[RECORDED INFORMATION Boundary: Start]

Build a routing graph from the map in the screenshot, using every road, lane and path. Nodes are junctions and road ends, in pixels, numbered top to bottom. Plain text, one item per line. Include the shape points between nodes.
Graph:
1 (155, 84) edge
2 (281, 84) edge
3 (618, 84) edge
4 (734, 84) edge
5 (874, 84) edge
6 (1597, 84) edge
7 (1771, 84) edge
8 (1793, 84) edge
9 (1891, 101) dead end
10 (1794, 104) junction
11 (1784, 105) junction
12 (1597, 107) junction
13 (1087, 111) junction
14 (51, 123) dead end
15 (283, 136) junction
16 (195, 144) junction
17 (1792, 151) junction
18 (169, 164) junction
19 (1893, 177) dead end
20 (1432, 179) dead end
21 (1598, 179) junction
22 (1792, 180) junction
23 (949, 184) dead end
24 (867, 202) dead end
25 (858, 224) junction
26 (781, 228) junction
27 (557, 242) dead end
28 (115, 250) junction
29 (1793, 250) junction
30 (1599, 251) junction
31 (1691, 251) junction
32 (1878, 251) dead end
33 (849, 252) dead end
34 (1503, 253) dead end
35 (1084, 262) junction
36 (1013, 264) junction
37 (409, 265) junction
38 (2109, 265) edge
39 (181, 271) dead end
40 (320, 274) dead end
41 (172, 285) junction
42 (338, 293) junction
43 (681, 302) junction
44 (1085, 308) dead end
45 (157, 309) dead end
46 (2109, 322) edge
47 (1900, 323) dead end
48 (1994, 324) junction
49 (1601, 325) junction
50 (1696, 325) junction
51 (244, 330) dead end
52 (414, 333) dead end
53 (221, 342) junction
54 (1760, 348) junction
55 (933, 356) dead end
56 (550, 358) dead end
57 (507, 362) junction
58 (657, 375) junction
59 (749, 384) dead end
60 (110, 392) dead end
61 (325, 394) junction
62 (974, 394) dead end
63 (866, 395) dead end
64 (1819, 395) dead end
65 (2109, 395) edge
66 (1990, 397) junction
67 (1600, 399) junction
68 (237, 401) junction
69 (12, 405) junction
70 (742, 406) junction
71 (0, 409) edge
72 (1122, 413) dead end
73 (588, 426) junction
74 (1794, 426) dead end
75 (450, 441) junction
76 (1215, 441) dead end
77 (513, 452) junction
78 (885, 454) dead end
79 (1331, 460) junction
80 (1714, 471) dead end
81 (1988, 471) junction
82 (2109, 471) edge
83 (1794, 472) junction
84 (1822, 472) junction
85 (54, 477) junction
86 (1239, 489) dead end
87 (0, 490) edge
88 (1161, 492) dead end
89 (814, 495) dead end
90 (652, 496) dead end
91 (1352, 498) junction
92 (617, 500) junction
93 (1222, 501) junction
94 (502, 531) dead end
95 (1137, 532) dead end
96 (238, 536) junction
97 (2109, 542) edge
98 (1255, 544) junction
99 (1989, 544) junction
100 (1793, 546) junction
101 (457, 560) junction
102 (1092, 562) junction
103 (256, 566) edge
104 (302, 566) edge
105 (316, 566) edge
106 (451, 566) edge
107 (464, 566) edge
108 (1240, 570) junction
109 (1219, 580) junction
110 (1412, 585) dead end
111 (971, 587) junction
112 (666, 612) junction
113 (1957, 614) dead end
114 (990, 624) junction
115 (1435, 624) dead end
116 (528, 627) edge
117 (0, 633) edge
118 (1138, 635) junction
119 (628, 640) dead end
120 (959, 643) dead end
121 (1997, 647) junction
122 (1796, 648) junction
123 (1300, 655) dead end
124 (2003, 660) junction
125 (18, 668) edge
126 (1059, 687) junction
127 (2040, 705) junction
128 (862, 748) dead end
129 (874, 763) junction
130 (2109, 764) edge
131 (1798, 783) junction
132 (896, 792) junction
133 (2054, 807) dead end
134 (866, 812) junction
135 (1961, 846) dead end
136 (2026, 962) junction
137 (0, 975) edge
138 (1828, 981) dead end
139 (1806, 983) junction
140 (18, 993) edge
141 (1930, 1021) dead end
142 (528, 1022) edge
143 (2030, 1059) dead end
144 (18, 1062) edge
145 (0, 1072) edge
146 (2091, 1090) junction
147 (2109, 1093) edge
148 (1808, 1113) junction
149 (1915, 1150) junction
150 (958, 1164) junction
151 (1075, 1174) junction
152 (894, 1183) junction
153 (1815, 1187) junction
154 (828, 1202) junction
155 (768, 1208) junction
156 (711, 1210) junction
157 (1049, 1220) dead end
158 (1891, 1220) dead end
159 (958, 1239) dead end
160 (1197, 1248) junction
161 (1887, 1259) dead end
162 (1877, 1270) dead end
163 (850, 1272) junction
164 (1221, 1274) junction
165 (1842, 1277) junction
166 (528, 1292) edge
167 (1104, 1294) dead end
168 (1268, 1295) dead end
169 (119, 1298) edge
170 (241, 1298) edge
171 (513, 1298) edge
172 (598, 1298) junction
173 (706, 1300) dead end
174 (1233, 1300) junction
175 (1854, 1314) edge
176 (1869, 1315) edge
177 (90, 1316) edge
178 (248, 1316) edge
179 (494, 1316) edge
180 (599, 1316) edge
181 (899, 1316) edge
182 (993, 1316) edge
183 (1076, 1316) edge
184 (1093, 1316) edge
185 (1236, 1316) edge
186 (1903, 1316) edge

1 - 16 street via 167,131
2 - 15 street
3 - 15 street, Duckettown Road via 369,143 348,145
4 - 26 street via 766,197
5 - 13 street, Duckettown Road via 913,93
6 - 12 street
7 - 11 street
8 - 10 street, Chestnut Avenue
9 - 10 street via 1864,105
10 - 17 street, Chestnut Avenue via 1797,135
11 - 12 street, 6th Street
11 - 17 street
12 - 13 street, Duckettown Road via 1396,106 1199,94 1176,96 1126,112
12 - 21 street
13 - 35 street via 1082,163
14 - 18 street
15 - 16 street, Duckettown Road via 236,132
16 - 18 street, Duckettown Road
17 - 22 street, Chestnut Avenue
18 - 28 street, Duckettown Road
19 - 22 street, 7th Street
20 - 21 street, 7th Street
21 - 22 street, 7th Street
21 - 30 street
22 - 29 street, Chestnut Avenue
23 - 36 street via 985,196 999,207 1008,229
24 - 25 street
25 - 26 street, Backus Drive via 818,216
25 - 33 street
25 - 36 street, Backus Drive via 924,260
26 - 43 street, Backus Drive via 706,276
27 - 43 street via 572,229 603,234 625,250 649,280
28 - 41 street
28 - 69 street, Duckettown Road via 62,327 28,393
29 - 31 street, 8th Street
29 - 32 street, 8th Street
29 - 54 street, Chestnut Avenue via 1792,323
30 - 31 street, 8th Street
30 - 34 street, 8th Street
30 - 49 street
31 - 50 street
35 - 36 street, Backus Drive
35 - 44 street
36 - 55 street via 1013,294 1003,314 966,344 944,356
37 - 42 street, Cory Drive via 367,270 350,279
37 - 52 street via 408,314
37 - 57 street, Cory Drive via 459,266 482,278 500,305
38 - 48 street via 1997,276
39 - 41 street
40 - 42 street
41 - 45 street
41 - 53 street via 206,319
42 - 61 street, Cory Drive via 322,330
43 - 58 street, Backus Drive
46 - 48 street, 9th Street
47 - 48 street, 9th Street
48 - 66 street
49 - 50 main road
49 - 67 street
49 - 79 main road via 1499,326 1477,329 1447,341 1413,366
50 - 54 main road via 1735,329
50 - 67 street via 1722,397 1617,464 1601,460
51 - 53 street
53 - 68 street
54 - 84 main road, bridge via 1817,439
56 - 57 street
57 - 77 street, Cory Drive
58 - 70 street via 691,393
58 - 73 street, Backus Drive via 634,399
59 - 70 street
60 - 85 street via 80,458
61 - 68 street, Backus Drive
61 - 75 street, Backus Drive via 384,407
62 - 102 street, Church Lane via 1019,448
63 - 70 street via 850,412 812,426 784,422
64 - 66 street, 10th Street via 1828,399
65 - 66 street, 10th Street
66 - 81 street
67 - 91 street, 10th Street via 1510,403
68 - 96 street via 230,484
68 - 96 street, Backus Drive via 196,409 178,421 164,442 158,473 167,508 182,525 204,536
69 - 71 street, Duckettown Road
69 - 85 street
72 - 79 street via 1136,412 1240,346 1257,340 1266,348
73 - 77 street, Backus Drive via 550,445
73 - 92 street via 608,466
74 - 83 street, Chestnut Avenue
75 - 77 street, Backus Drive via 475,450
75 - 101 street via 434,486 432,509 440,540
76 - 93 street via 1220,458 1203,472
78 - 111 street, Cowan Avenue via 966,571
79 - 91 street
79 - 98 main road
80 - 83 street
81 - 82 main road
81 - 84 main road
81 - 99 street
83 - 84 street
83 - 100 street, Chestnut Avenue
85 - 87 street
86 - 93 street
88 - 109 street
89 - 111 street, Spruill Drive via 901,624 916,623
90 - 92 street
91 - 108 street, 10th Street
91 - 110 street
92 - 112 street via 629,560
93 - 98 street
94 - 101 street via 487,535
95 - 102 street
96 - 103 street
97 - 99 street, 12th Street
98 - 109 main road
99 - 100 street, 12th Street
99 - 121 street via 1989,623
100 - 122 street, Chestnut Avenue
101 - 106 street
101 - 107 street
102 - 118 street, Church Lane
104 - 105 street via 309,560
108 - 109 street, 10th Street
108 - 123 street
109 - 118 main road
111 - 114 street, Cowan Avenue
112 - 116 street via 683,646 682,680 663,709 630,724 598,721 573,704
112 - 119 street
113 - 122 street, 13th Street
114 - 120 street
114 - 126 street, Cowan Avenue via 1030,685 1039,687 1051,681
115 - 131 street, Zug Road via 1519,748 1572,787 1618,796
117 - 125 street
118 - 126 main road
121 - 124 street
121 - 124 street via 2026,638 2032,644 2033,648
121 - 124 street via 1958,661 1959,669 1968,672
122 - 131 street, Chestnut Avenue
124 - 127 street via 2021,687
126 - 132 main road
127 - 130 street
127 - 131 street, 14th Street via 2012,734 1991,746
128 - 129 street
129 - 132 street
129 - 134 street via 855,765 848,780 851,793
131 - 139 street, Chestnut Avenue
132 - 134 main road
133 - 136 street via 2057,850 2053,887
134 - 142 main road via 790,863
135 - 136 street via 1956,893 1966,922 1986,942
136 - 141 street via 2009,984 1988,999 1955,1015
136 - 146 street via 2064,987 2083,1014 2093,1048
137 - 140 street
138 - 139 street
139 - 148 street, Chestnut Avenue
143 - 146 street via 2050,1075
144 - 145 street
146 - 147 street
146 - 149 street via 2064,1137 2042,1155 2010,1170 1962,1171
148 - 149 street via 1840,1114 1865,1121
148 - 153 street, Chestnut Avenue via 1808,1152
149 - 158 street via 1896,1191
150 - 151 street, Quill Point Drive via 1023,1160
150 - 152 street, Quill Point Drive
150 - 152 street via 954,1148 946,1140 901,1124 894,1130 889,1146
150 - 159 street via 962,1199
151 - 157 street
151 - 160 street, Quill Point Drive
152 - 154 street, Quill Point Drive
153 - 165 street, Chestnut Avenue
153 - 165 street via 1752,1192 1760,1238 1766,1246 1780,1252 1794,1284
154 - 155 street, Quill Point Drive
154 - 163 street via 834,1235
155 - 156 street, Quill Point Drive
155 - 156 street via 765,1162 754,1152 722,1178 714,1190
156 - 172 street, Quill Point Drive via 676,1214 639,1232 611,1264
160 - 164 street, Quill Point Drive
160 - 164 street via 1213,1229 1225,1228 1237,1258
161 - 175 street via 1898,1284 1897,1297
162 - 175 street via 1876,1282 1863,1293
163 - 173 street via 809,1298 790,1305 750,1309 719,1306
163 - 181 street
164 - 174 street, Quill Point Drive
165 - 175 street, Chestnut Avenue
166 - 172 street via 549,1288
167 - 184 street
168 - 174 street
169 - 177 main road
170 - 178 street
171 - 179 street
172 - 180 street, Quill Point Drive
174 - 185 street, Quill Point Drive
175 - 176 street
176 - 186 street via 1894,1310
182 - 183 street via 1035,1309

[RECORDED INFORMATION Boundary: End]

TASK DESCRIPTION:
Your answer must be one number: the count of lines in the entries that contain the string "Cory".

EXPECTED ANSWER:
4